6.43 out of a 6.5 ACT score was a 32- Which means I scored in the top 1% in the country. Had all the extracurricular bull**** too, football captain, volunteered, internships, in clubs, Mr. ______ High School see post above regarding how good my high school was. I was also accepted into much better schools than UT also, like the bulk of the california schools except Berkeley. But my heart resided at Texas so I really just applied to those other schools for ****s and giggles. At least they got their head out of their ass and accepted me off the wait list.
So UT did accept you? I thought that it should. No arguments then. I was questioning people who said they got rejected with a SAT score of 2000-2100 ...
You have to remember the reasons they came up with the top 10% law. Once they decided on doing it, they had to draw the line somewhere.
Having served on an admissions committee before, I can tell you that there is always going to be an arbitrary cut off, regardless of your standard. If you are allowed to admit X students, there probably isn't going to be any significant difference between who is #X on your list and who is #(X+1).
That doesn't really tell us whether or not your school was good. That just tells us that the top 34 students at your school were all comparable. They could have been 34 mediocre students for all we know. :grin: I'm glad you still got into UT, by the way.
They didn't have to draw a line anywhere when it came to class rank. It's a pointless rule meant to navigate around affirmative action.
Yay, continue to encourage herd mentality with SAT. College isn't about learning to think for yourself, lolz.
I don't know hardly any admissions process where they have a standard that says "If you are below X score/rank, you have 0% chance of admission." Or for that matter "If you are above X score/rank, you have 100% chance of admission." What committee were you a part of (grad, undergrad, etc)? What school? Don't feel obligated to divulge, just curious.
SAT is hard knowledge. It's rigid. It's the basics. Everyone is supposed to know these things to succeed in academia. A good SAT score and "independent thought" are not mutually exclusive, and to say that one discourages the other is ridiculous.

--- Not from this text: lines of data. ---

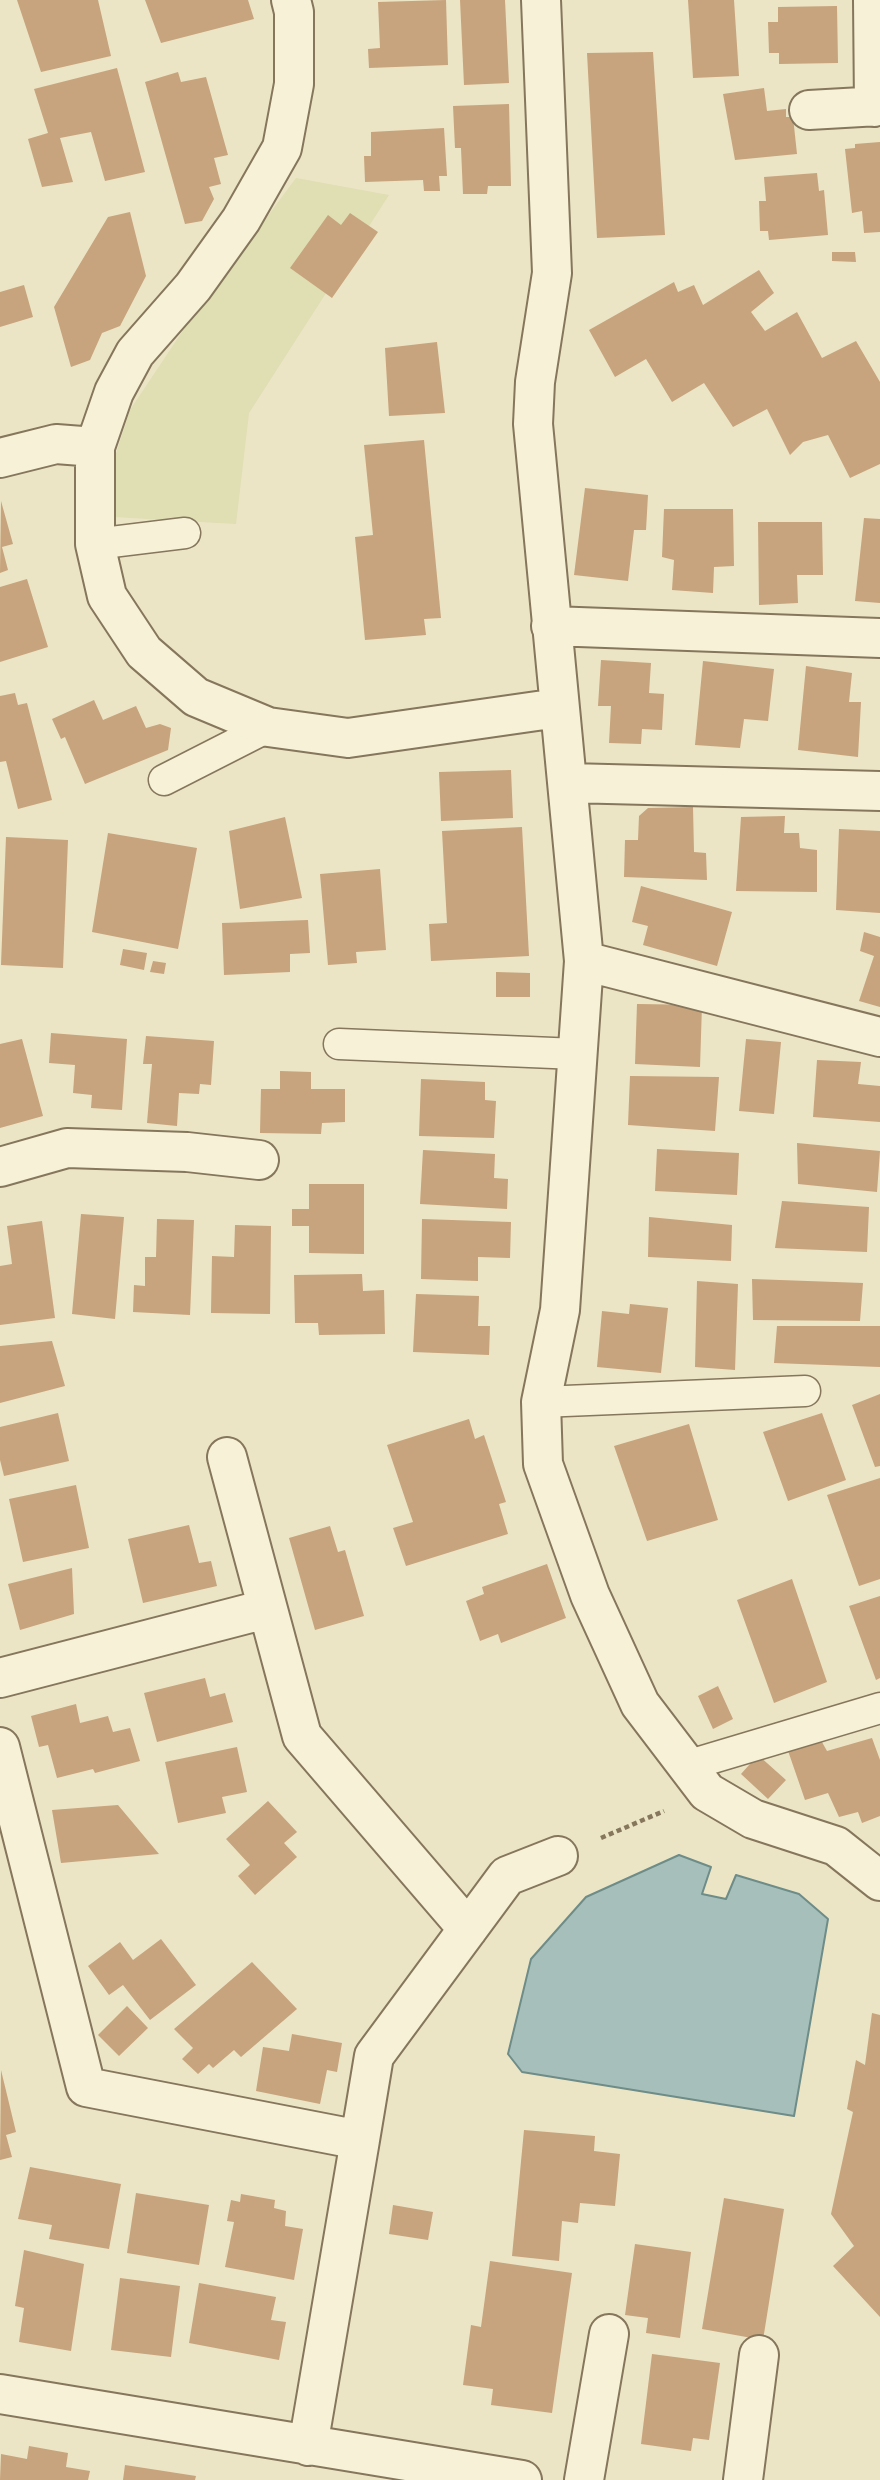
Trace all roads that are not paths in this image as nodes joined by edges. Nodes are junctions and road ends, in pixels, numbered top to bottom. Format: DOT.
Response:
graph roads {
  1 [pos="290,0"];
  2 [pos="541,0"];
  3 [pos="873,0"];
  4 [pos="877,106"];
  5 [pos="809,110"];
  6 [pos="94,447"];
  7 [pos="0,458"];
  8 [pos="185,533"];
  9 [pos="95,544"];
  10 [pos="551,626"];
  11 [pos="880,638"];
  12 [pos="558,708"];
  13 [pos="268,727"];
  14 [pos="164,780"];
  15 [pos="569,783"];
  16 [pos="880,791"];
  17 [pos="584,961"];
  18 [pos="880,1037"];
  19 [pos="339,1044"];
  20 [pos="577,1054"];
  21 [pos="259,1160"];
  22 [pos="0,1167"];
  23 [pos="805,1391"];
  24 [pos="541,1402"];
  25 [pos="227,1457"];
  26 [pos="266,1609"];
  27 [pos="0,1678"];
  28 [pos="880,1708"];
  29 [pos="0,1747"];
  30 [pos="696,1779"];
  31 [pos="558,1856"];
  32 [pos="880,1881"];
  33 [pos="468,1929"];
  34 [pos="360,2140"];
  35 [pos="609,2334"];
  36 [pos="759,2355"];
  37 [pos="0,2394"];
  38 [pos="308,2446"];
  39 [pos="522,2480"];
  40 [pos="584,2480"];
  41 [pos="743,2480"];
  1 -- 6 [label="street"];
  2 -- 10 [label="street"];
  3 -- 4 [label="street"];
  4 -- 5 [label="street"];
  6 -- 7 [label="street"];
  6 -- 9 [label="street"];
  8 -- 9 [label="lane"];
  9 -- 13 [label="street"];
  10 -- 11 [label="street"];
  10 -- 12 [label="street"];
  12 -- 13 [label="street"];
  12 -- 15 [label="street"];
  13 -- 14 [label="lane"];
  15 -- 16 [label="street"];
  15 -- 17 [label="street"];
  17 -- 18 [label="street"];
  17 -- 20 [label="street"];
  19 -- 20 [label="lane"];
  20 -- 24 [label="street"];
  21 -- 22 [label="street"];
  23 -- 24 [label="lane"];
  24 -- 30 [label="street"];
  25 -- 26 [label="street"];
  26 -- 27 [label="street"];
  26 -- 33 [label="street"];
  28 -- 30 [label="lane"];
  29 -- 34 [label="street"];
  30 -- 32 [label="street"];
  31 -- 33 [label="street"];
  33 -- 34 [label="street"];
  34 -- 38 [label="street"];
  35 -- 40 [label="street"];
  36 -- 41 [label="street"];
  37 -- 38 [label="street"];
  38 -- 39 [label="street"];
}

If you think it is right to not admit people to college based on a holistic process that weighs their individual merits then yeah, the top ten percent rule is the right thing to do.
Alief schoold are freaking harvard compared to some of the schools in smaller Texas towns. My wife had to live in Dimebox, Texas for two years during highschool, and they only offered Geometry every other year. I'm not sure if they even offered Calculus. Should we penalize those kids?
You are looking at it only from your point of view. You don't consider others. I think there are pros and cons. A fair example: http://www.hro.house.state.tx.us/focus/topten79-7.pdf
I've looked at it from every point of view. I wrote my freaking senior thesis on this. Look at my earlier posts. I agree there is a problem. However, there are better ways to fix it than this.